Global oil prices have moved to a higher equilibrium of $62 a barrel, thanks to production cuts by the Organization of the Petroleum Exporting Countries (OPEC) and global economic recovery. That is mildly bad news for, say, Narendra Modi, the leader of a major oil importer heading into an election year with a tight budget. But there is an alternative viewpoint beginning to gain ground in Wall Street and the global energy industry. In this scenario, a storm of shale oil is building on the horizon and will flood oil markets by year-end.

The foundation of all this is the Permian basin, a Texan rock formation that has been producing hydrocarbons for nearly a century. Already the second-largest geological oil source in the world, new surveying is leading to a belief that the Permian has shale riches on a mind-boggling scale. Last year the US Geological Survey concluded that the single Wolfcamp stratum of the Permian had 20 billion barrels of recoverable oil. Today, firms like Pioneer Natural Resources say two strata, Wolfcamp and Spraberry, could have as much as 75 billion barrels.
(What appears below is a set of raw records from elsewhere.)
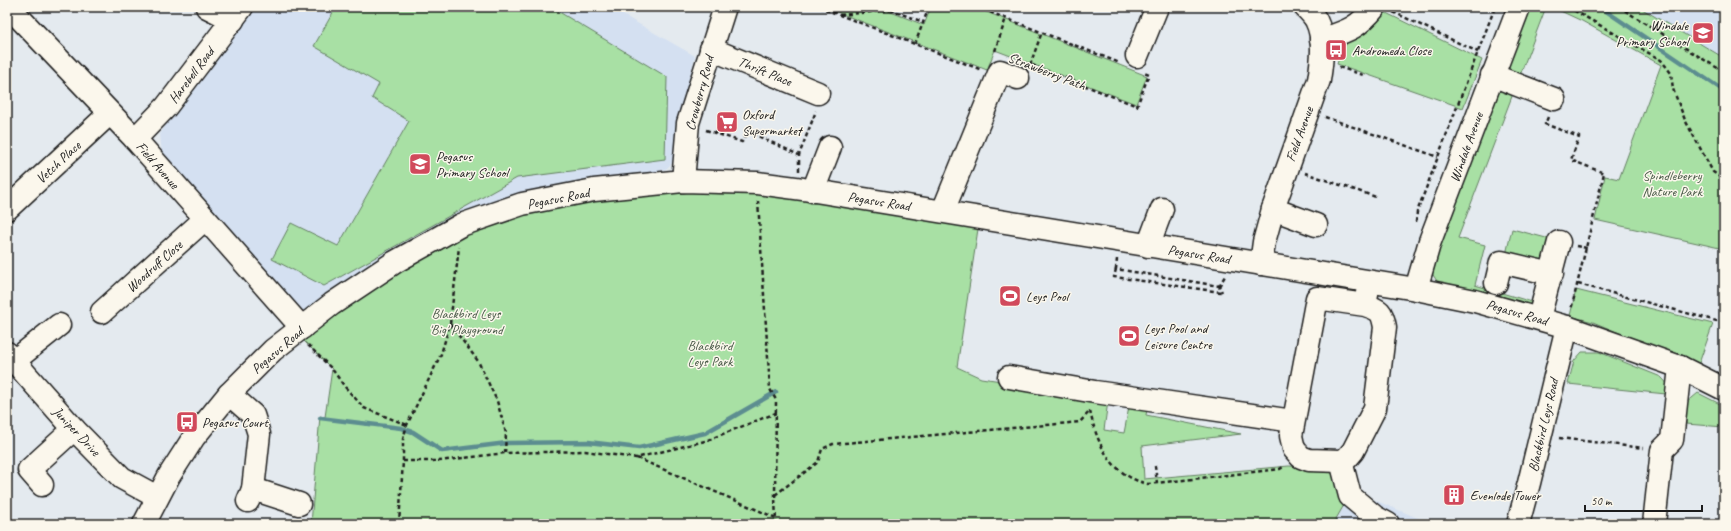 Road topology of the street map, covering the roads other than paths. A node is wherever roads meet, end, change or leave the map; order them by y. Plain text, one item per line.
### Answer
1 (207, 7) edge
2 (725, 7) edge
3 (1157, 7) edge
4 (1306, 7) edge
5 (1519, 7) edge
6 (1381, 9) edge
7 (9, 11) edge
8 (237, 14) edge
9 (711, 49) junction
10 (1322, 50) junction
11 (1130, 60) road end
12 (1021, 70) road end
13 (1492, 75) junction
14 (818, 93) road end
15 (1554, 99) road end
16 (110, 114) junction
17 (135, 140) junction
18 (830, 147) dead end
19 (683, 181) junction
20 (806, 190) junction
21 (1273, 208) junction
22 (7, 209) edge
23 (1162, 209) dead end
24 (943, 211) junction
25 (205, 219) junction
26 (1316, 225) dead end
27 (1559, 242) dead end
28 (1148, 246) junction
29 (1261, 264) junction
30 (1552, 274) junction
31 (1369, 282) junction
32 (1496, 283) dead end
33 (1416, 289) junction
34 (1365, 305) junction
35 (102, 312) dead end
36 (1539, 318) junction
37 (59, 324) dead end
38 (1567, 327) junction
39 (299, 330) junction
40 (11, 357) edge
41 (1680, 368) junction
42 (1009, 377) dead end
43 (1724, 390) edge
44 (229, 394) junction
45 (1293, 421) junction
46 (74, 429) junction
47 (1341, 461) junction
48 (42, 485) dead end
49 (158, 497) junction
50 (299, 504) dead end
51 (144, 524) edge
52 (1388, 524) edge
53 (1518, 524) edge
54 (1654, 524) edge

1 - 8 street
2 - 9 street, Crowberry Road
3 - 11 street
4 - 10 street, Field Avenue
5 - 13 street, Windale Avenue
6 - 10 street
7 - 16 street, Field Avenue
8 - 17 street, Harebell Road
9 - 14 street, Thrift Place
9 - 19 street, Crowberry Road
10 - 21 street, Field Avenue
12 - 24 street, Strawberry Path
13 - 15 street
13 - 33 street, Windale Avenue
16 - 17 street, Field Avenue
16 - 22 street, Vetch Place
17 - 25 street, Field Avenue
18 - 20 street
19 - 20 street, Pegasus Road
19 - 39 street, Pegasus Road
20 - 24 street, Pegasus Road
21 - 26 street
21 - 29 street, Field Avenue
23 - 28 street
24 - 28 street, Pegasus Road
25 - 35 street, Woodruff Close
25 - 39 street, Field Avenue
27 - 30 street
28 - 29 street, Pegasus Road
29 - 31 street, Pegasus Road
30 - 32 street
30 - 36 street
31 - 33 street, Pegasus Road
31 - 34 street
33 - 36 street, Pegasus Road
34 - 45 street
34 - 47 street
36 - 38 street, Pegasus Road
37 - 40 street
38 - 41 street, Pegasus Road
38 - 53 street, Blackbird Leys Road
39 - 44 street, Pegasus Road
40 - 46 street, Juniper Drive
41 - 43 street, Pegasus Road
41 - 54 street
42 - 45 street
44 - 49 street, Pegasus Road
44 - 50 street
45 - 47 street
46 - 48 street
46 - 49 street, Juniper Drive
47 - 52 street
49 - 51 street, Pegasus Road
Said a senior partner in a US-based energy consultancy, “This could be the size of Saudi Arabia’s Ghazar.” Ghazar, the largest oilfield in the world, is the heart of Saudi Arabia’s petro-power and produces 5 million barrels of oil per day.
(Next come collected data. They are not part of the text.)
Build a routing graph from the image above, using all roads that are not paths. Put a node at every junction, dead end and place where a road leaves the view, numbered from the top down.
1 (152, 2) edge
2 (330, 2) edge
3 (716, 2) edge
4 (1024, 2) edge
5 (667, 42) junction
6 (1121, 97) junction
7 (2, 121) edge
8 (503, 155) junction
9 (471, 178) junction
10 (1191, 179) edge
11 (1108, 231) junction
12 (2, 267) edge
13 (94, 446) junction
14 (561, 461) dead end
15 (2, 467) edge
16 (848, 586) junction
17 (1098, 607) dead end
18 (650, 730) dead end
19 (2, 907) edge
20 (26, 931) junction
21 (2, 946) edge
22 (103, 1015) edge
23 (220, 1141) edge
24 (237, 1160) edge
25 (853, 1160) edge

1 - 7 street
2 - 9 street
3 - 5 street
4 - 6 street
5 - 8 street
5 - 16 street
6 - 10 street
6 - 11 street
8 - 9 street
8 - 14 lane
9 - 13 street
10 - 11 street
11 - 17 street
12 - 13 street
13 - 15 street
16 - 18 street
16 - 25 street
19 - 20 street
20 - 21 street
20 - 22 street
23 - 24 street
A ‘new Permian age’ seems to be breaking even as technological advances in shale production continue apace. The time between discovery of a well and actual pumping by a rig is now down to 10 days; the cost of the entire process is down to $10 million. Even deep 4-kilometre drills have a turnaround time of less than a month. The International Energy Agency (IEA) in its Oil Market Report last month was among the first mainstream organisations to warn of an “explosive” increase in US shale production.
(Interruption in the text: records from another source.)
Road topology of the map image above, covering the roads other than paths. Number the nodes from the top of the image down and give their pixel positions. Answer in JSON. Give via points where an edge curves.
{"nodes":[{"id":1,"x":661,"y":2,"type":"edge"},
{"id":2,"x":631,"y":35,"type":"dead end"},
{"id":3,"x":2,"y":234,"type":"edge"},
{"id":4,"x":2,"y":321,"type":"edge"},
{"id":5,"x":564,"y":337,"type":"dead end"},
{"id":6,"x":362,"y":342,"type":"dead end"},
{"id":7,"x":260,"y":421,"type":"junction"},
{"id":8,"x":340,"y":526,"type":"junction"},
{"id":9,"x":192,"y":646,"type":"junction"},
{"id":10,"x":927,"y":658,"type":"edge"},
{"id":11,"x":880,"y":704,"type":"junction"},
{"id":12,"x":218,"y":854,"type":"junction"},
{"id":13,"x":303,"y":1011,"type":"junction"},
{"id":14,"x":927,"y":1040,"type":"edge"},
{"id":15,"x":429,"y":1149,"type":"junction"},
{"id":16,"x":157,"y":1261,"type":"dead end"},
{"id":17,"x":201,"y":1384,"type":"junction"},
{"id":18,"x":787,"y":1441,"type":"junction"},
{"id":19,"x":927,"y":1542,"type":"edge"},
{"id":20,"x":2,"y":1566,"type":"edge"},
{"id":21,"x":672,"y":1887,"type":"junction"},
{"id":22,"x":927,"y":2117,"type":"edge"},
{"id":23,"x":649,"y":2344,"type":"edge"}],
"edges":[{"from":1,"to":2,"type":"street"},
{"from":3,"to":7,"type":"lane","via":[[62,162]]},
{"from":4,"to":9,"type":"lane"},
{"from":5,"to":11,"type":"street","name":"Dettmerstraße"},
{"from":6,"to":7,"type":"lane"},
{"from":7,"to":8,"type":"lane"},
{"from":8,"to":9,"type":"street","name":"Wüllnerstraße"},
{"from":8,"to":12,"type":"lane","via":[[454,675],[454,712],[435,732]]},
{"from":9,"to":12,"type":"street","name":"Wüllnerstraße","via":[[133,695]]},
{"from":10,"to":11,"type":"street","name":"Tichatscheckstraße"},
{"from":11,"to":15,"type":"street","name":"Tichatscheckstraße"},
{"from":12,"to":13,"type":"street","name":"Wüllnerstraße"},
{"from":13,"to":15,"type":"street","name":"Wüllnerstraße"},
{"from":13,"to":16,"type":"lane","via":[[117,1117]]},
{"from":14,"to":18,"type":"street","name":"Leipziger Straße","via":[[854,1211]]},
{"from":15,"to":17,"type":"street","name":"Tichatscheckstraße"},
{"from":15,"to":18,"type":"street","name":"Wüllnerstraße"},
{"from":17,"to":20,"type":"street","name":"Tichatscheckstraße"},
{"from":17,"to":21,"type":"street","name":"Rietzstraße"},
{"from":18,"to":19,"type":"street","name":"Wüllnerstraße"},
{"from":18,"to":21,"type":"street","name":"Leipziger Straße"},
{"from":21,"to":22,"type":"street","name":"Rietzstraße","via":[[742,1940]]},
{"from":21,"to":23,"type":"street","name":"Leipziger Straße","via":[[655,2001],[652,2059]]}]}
The head of analysis for one of the largest Wall Street investment funds said in New Delhi, “By year-end, definitely by early next year, the US will overtake Saudi Arabia oil production. Next year, it will overtake Russia to become the world’s largest oil producer.” One of the largest US investment bankers is considering a scenario where oil prices fall to $45 a barrel and US oil production reaches 10 million barrels a day — and beyond.

Others predict a more gradual fall, if only because US shale producers may prefer to leave the spigots half-open, keep prices in the sixties and pocket fatter profits.

The other headache for the oil industry is the degree to which other energy sources — renewables and gas — is holding back oil demand. Despite economic growth predicted in every part of the world, the IEA has predicted oil demand this year will barely budge from its 2017 levels.

World oil prices are on a knife’s edge. “Oil is on a price threshold. A small swing in demand or supply could drive prices dramatically in one direction or another,” said the investment fund analyst. The Permian is pushing the probabilities towards slump rather than spike. It would be an echo of the earlier but smaller shale wave that broke the back of oil prices in 2014.

What could make all this permanent is a changing mindset. BP chief economist Spencer Dale argues that major oil producers are shifting to a view that keeping black gold in the ground makes less and less economic sense. A lot of their oil may never find a buyer, ever. If a shale wave or a renewable revolution pushes this fear into belief, the five cheapest oil producers — the Ten Dollar Barrel Production Club led by Saudi Arabia, Iraq and Iran — may decide to pump for glory. They would accept oil at $ 30-40 a barrel but compensate by seizing the market share of expensive oil producers.

Even this would be a doomsday option. “Iran and Saudi Arabia would incur severe budget deficits if oil prices were to collapse,” says West Asian expert Bernard Haykel of Princeton University. But while the Saudi Arabians have financial reserves so they can “weather the storm if the price fall is short term,” Haykel says, Iran would suffer massive domestic unrest if prices fell by $20. Costly oil producers like Russia and Nigeria would simply be flattened.

Permian is the place name that is keeping both businessmen and politicians awake at night. Whatever happens, says almost everyone, $100 a barrel will never happen again. The question is whether $50 a barrel will also find itself in the dustbin of history in the next few years.